Like Cooper’s other novels, Mohicans was popular but received dismissive reviews from his contemporary critics. Most notably, Mark Twain reviewed the novel and Cooper in his 1895 essay “Fenimore Cooper’s Literary Offenses” for the North American Review. Twain complains that Cooper used “extra and unnecessary words” throughout Mohicans. Today, Mohicans is considered to be the first Great American Novel.

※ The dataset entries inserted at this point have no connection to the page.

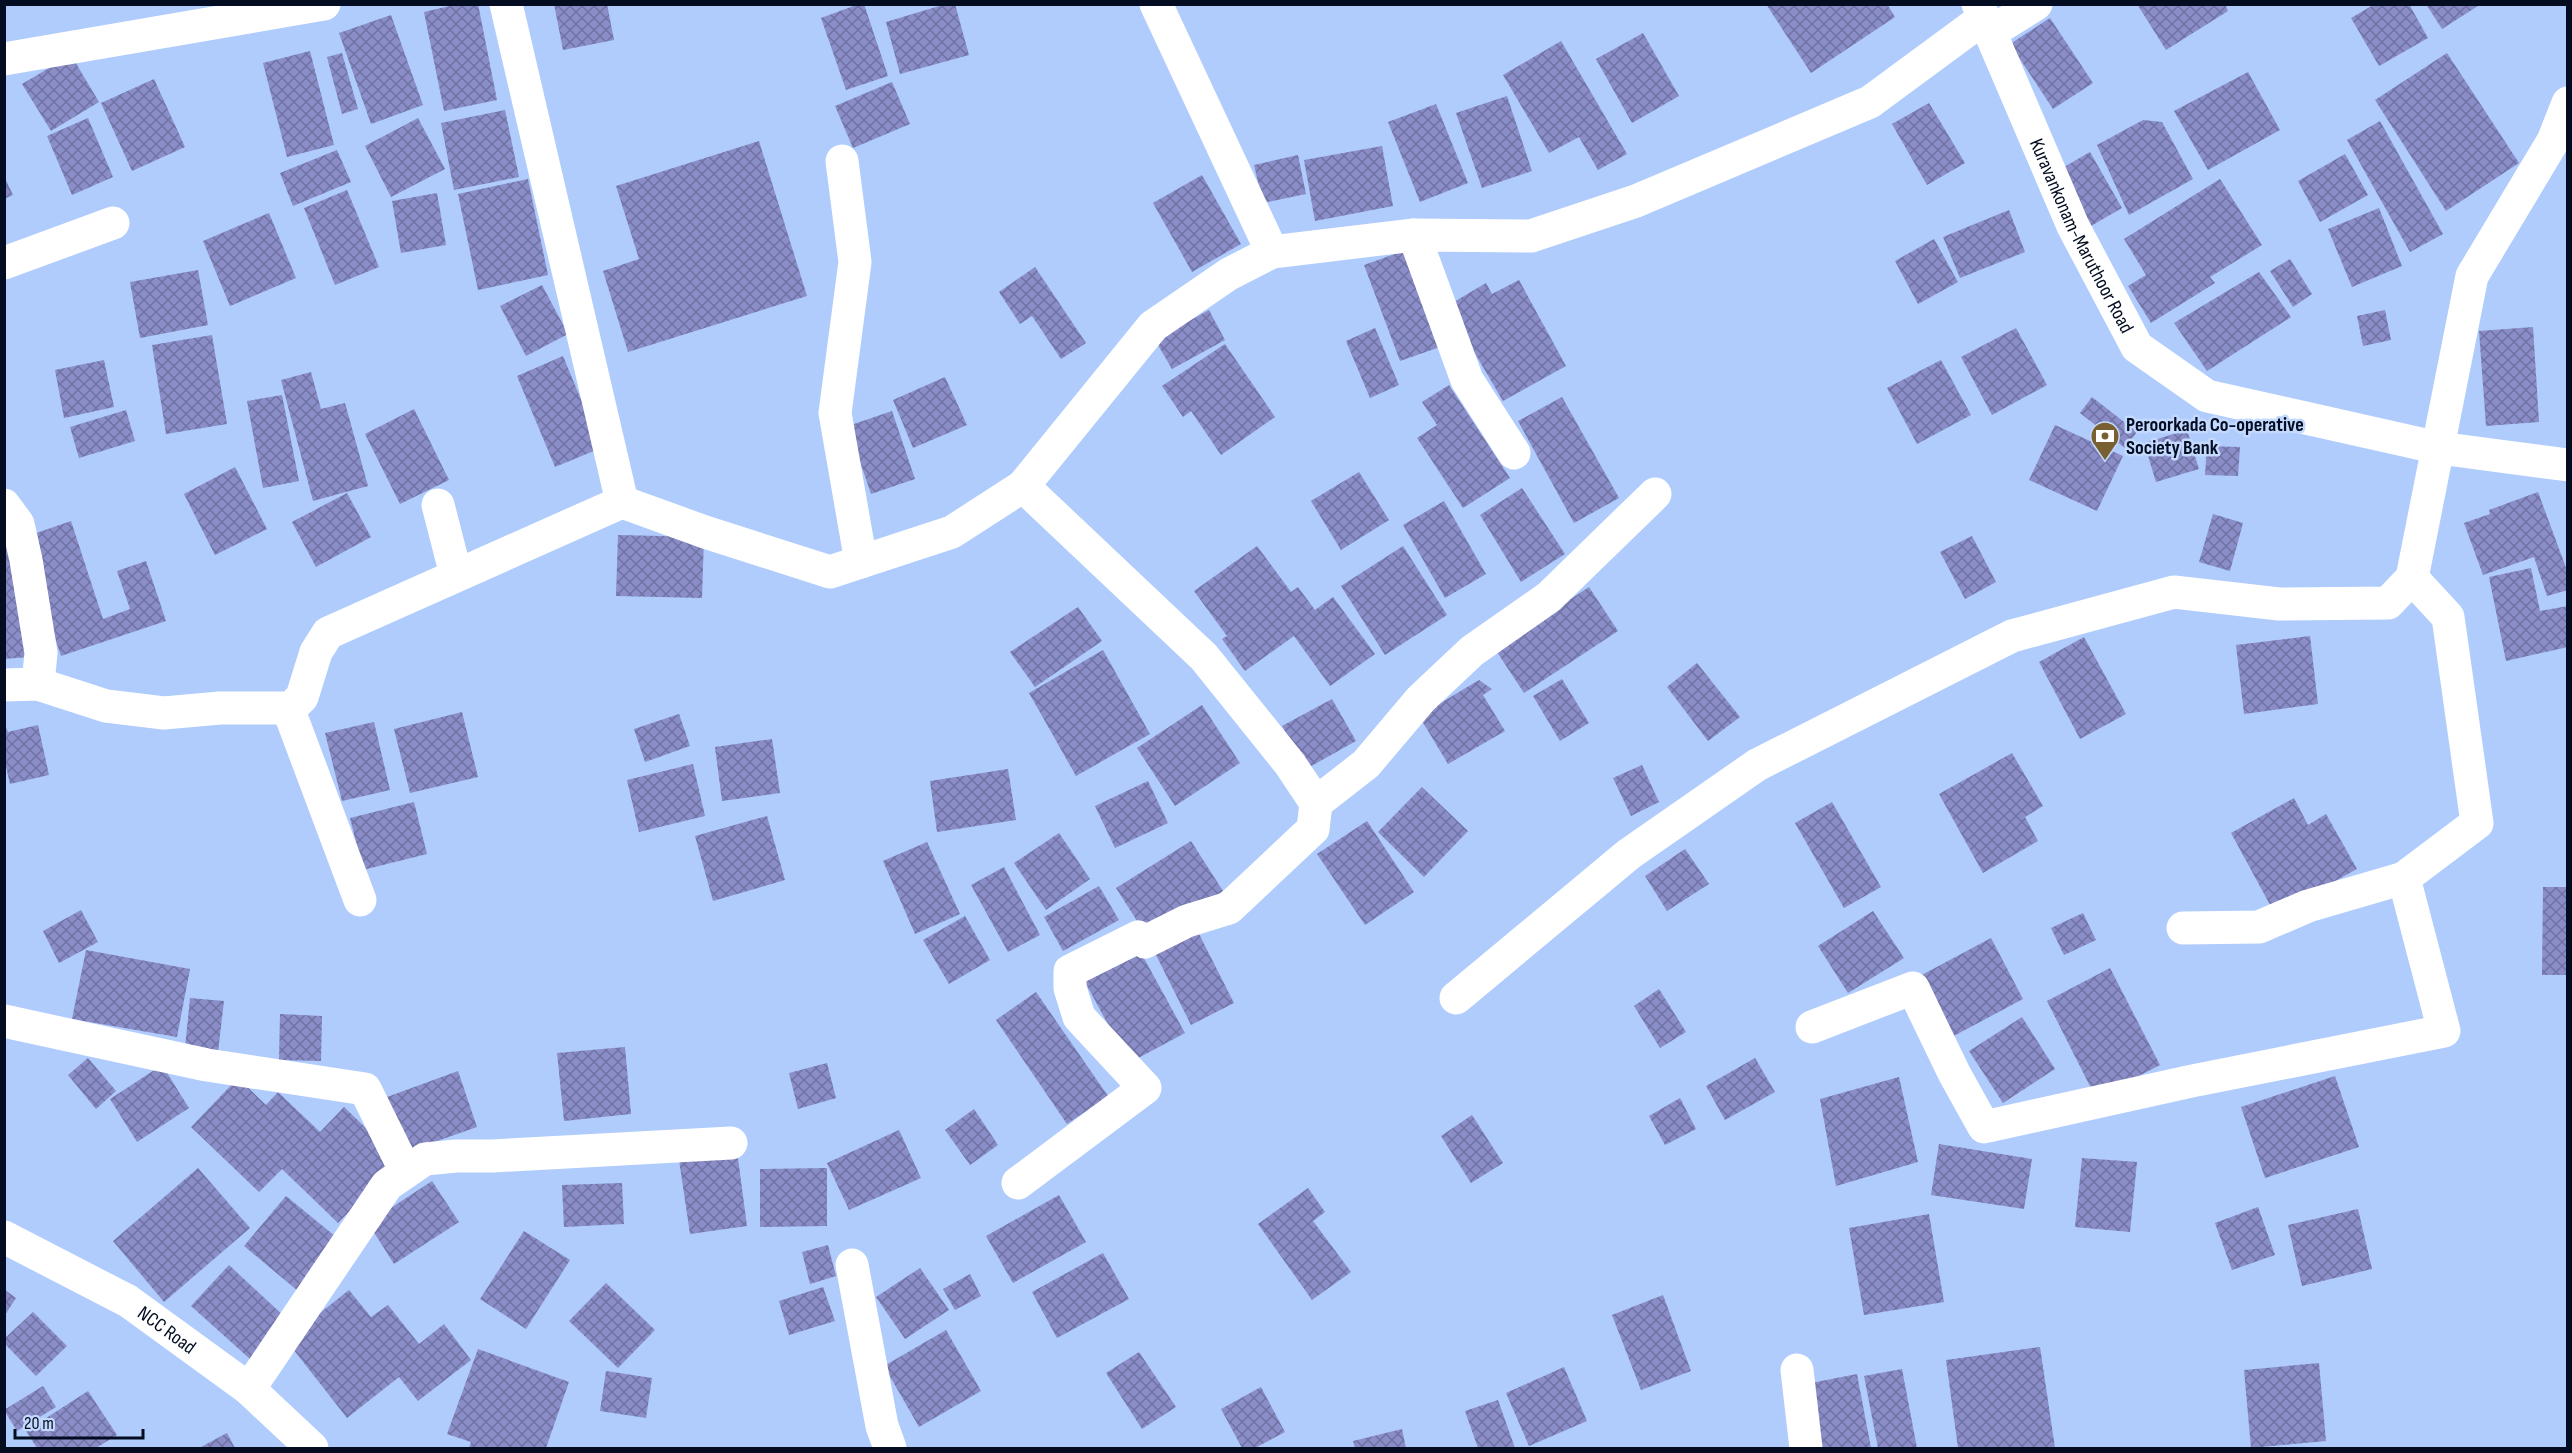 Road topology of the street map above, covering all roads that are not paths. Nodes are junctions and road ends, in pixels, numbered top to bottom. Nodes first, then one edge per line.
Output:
1 (324, 4) edge
2 (506, 4) edge
3 (1156, 4) edge
4 (2036, 4) edge
5 (1984, 18) edge
6 (4, 59) edge
7 (2568, 103) edge
8 (842, 161) dead end
9 (113, 224) dead end
10 (1414, 235) junction
11 (1272, 252) junction
12 (4, 263) edge
13 (2439, 448) junction
14 (1514, 453) dead end
15 (2568, 465) edge
16 (1023, 486) junction
17 (1655, 494) dead end
18 (622, 502) junction
19 (4, 505) edge
20 (438, 505) dead end
21 (861, 562) junction
22 (456, 575) junction
23 (2412, 578) junction
24 (4, 684) edge
25 (38, 684) junction
26 (288, 708) junction
27 (1316, 803) junction
28 (2404, 878) junction
29 (360, 900) dead end
30 (2183, 928) dead end
31 (1456, 998) dead end
32 (4, 1021) edge
33 (1812, 1027) dead end
34 (731, 1143) dead end
35 (405, 1170) junction
36 (1018, 1183) dead end
37 (4, 1237) edge
38 (852, 1265) dead end
39 (1797, 1370) dead end
40 (249, 1389) junction
41 (312, 1449) edge
42 (890, 1449) edge
43 (1806, 1449) edge

1 - 6 street
2 - 18 street
3 - 11 street
4 - 5 street
5 - 10 street
5 - 13 street, Kuravankonam-Maruthoor Road
7 - 13 street
8 - 21 street
9 - 12 street
10 - 11 street
10 - 14 street
11 - 16 street
13 - 15 street, Kuravankonam-Maruthoor Road
13 - 23 street
16 - 21 street
16 - 27 street
17 - 27 street
18 - 21 street
18 - 22 street
19 - 25 street
20 - 22 street
22 - 26 street
23 - 28 street
23 - 31 street
24 - 25 street
25 - 26 street
26 - 29 street
27 - 36 street
28 - 30 street
28 - 33 street
32 - 35 street
34 - 35 street
35 - 40 street
37 - 40 street, NCC Road
38 - 42 street
39 - 43 street
40 - 41 street, NCC Road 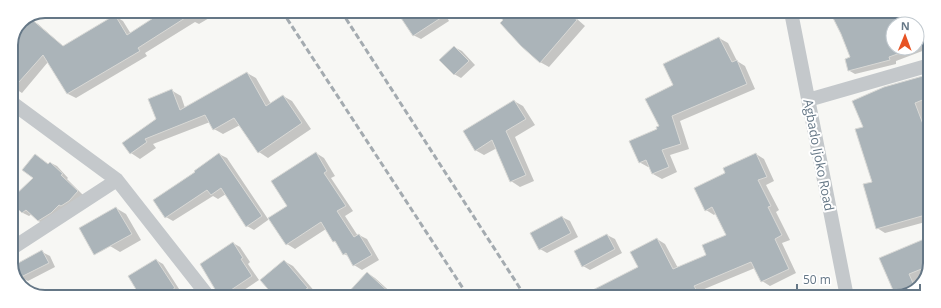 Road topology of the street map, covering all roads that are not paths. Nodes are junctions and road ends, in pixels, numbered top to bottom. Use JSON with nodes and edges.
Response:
{"nodes":[{"id":1,"x":792,"y":18,"type":"edge"},
{"id":2,"x":923,"y":66,"type":"edge"},
{"id":3,"x":808,"y":100,"type":"junction"},
{"id":4,"x":18,"y":107,"type":"edge"},
{"id":5,"x":117,"y":180,"type":"junction"},
{"id":6,"x":18,"y":244,"type":"edge"},
{"id":7,"x":203,"y":290,"type":"edge"},
{"id":8,"x":846,"y":290,"type":"edge"}],
"edges":[{"from":1,"to":3,"type":"street","name":"Agbado Ijoko Road"},
{"from":2,"to":3,"type":"street"},
{"from":3,"to":8,"type":"street","name":"Agbado Ijoko Road"},
{"from":4,"to":5,"type":"street"},
{"from":5,"to":6,"type":"street"},
{"from":5,"to":7,"type":"street"}]}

Original title page of The Last of the Mohicans

Plot Summary

The story is set in the year 1757 in the wilderness of upper New York. Cora and Alice Munro, the daughters of Lieutenant Colonel Munro, are escorted by Major Duncan Hayward from Fort Edward to Fort William Henry (where Munro commands) and are guided by Magua, an American Indian who leads them through a short cut without the British militia. Almost immediately, the team is joined by David Gamut, a singing teacher, Natty Bumppo (aka Hawkeye), a British scout and frontiersman, and Hawkeye’s two Mohican friends, Chingachgook and his son Uncas. Magua is discovered to be allied with the French and manages to escape right when the team learns of his secret alliance. From this moment on, the escort team, and eventually Munro himself, face numerous obstacles and battles. Magua repeatedly returns to challenge the team, hungry to revenge himself against Colonel Munro for whipping him at a post and for turning him into an alcoholic, which caused Magua to be cast out of Huron society and to loose his wife. He believes that by forcing Cora to marry him, he will have executed his revenge. Numerous disguises are used throughout the novel, including Heyward donning the costume of a French medicine man, Hawkeye wearing the skins of a bear, and Chingachgook dressing as a beaver. The novel concludes with a major battle held between the Delawares (who were historically aligned with the Mohicans) and the escort team against Magua and the Hurons. Magua demands that the Delawares hand over Uncas, Hawkeye, Alice, Cora, and Heyward, all of who he believes are his rightful prisoners. Tamenund, the Delaware sage, disagrees with him except with Cora, who is viewed as Magua’s rightful prisoner. After Cora is handed over, Tamenund gives Magua a three-hour head start before he is pursued. Magma gathers his forces in the forest and the Delawares, Mohicans, Hawkeye, Heyward, and Gamut march into the forest to fight Magua and his men. In a final scene, Magua is chased up to a mountain, where he has taken Cora. Cora threatens to jump off the mountain rather than marry Magua, and one of his men stab Cora for her insolence. Magua and Uncas also die in an ensuing fight after Cora’s death. A long funeral scene follows this battle, in which Uncas and Cora are buried and mourned in a Delaware ceremony (although Gamut also sings Christian hymns at Cora’s graveside. There is some talk among the Delaware women that Cora and Uncas may be married in the afterlife.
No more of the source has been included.